Дошед наконец в рассказе нашем до того отдела жизни Игривого, в котором мы изобразили его при самом начале повести, мы можем повторить: не бывает ли иногда наружность обманчива, – и как знать, что человек передумал, перечувствовал на веку своем, прежде чем он сделался тем чудаком, каким мы его узнали?

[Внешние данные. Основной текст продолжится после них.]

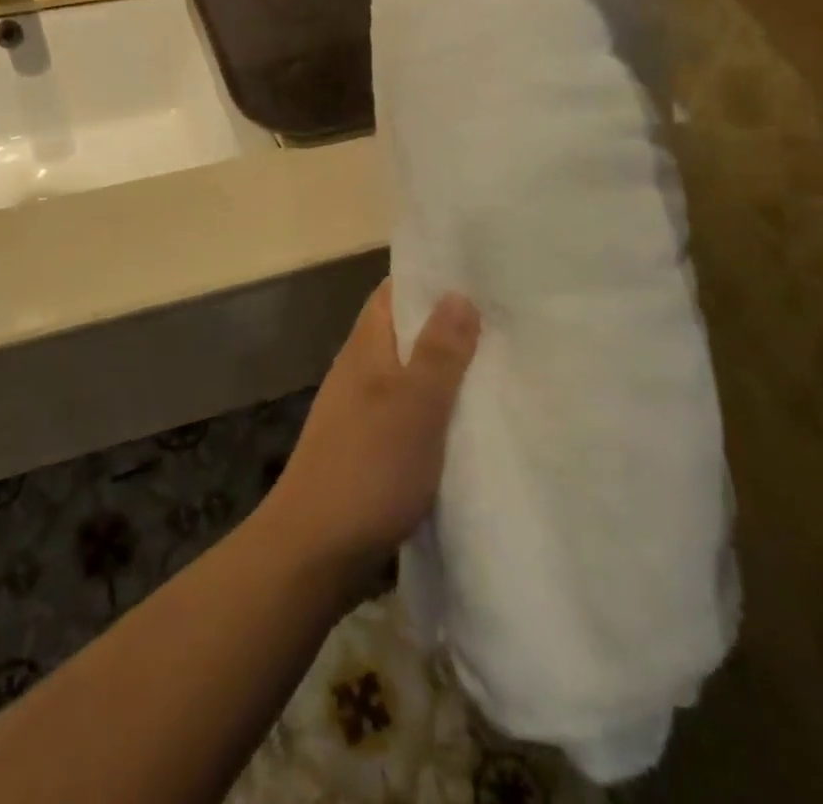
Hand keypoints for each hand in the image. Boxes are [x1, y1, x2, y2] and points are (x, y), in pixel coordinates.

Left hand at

В другом месте и при других данных Игривый, вероятно, сделался бы человеком более замечательным, или, вернее, более замеченным; вы, может быть, убедились, что у него достало бы на это и чувства и ума; напротив, при тех обстоятельствах, которые его окружали, он одичал немного и огрубел; он даже бегал от выборов и по чудачеству своему не хотел идти ни в депутаты, ни в как бишь их еще… Но, бесспорно, сделавшись чудаком, он остался, однако же, в малом кругу своем полезным и примерным по благородству человеком и примерным отцом чужого семейства.